While O'Reilly's Programming Perl is the definitive reference it also reflects Perl author Larry Wall's sideways approach to life. The Perl Developer's Guide is more mainstream with the emphasis on learning how to make Perl work for you.

The book assumes only a passing familiarity with programming and is platform agnostic, covering methods of installing, writing and running Perl programs under a variety of operating systems.

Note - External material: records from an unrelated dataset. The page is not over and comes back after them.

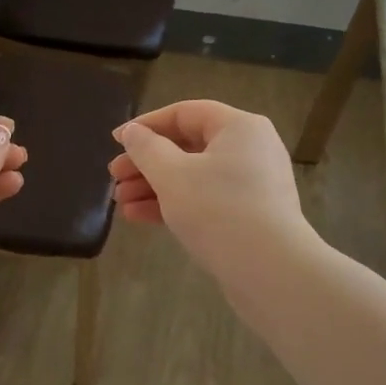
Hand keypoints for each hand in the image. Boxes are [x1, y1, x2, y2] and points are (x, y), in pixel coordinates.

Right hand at [108, 100, 312, 279]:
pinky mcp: (250, 215)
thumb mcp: (172, 174)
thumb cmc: (218, 210)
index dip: (146, 125)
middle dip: (146, 162)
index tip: (116, 141)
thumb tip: (131, 131)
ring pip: (194, 176)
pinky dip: (174, 204)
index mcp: (238, 127)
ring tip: (121, 202)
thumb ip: (146, 148)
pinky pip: (206, 200)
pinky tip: (139, 217)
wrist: (270, 271)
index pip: (185, 113)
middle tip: (115, 177)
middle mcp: (250, 149)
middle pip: (188, 146)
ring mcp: (252, 184)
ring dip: (154, 186)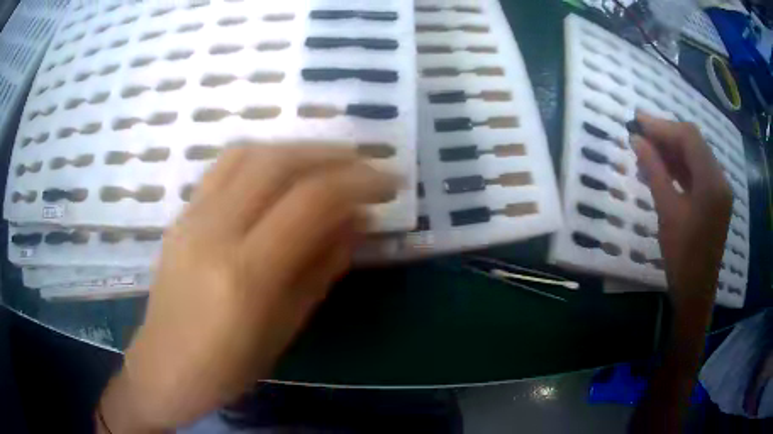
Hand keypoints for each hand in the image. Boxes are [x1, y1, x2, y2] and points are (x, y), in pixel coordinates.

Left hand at [98, 145, 398, 431]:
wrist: (163, 367)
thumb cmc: (228, 367)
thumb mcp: (285, 328)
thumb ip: (321, 268)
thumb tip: (357, 221)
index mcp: (245, 274)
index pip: (309, 202)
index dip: (358, 183)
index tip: (388, 183)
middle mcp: (214, 232)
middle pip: (278, 163)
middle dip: (332, 156)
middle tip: (365, 165)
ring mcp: (191, 217)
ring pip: (248, 154)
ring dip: (297, 148)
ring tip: (328, 161)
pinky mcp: (180, 215)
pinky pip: (223, 167)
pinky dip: (262, 156)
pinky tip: (281, 168)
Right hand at [632, 112, 732, 305]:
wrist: (696, 293)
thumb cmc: (682, 257)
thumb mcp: (667, 212)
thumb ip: (654, 171)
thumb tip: (636, 139)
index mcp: (712, 181)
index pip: (688, 137)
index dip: (662, 125)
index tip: (637, 121)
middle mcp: (720, 179)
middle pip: (693, 142)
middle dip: (666, 134)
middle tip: (639, 133)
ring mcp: (719, 189)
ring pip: (695, 155)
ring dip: (672, 149)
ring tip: (647, 150)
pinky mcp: (716, 198)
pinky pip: (698, 171)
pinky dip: (680, 165)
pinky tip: (663, 168)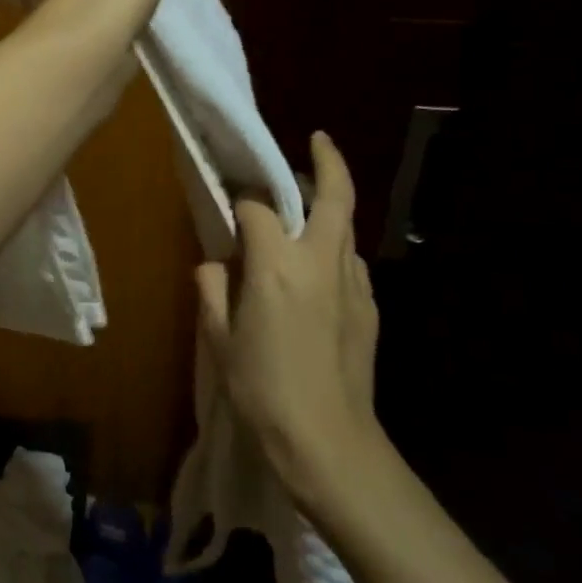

There are few "correct" ways to build or even run a Perl program. With every feature introduced the authors demonstrate alternative usage approaches before sticking their necks out to recommend a "best" solution. This familiarity with different ways to write programs helps enormously when looking at existing code but can be exhausting to read about, even with many examples and diagrams to help. One of Perl's strengths, apart from being able to do just about anything with anything on any platform, is regular expressions--which can be confusing. The authors acknowledge the problem with this mind-numbing example: $line =~ m"sub\s+(\w+)\s+{(.*?)}\s*(?=sub)"s;. As usual, they then supply a fix, in this case with the x operator, which enables white space in Perl regular expressions to aid readability. Nowhere is this approach more effective than in the section on turning old code into object code.

The section on debugging Perl is extremely thorough, with usage examples of carp(), cluck(), croak() and confess() as well as discussion on debugging larger Perl projects using exception handling.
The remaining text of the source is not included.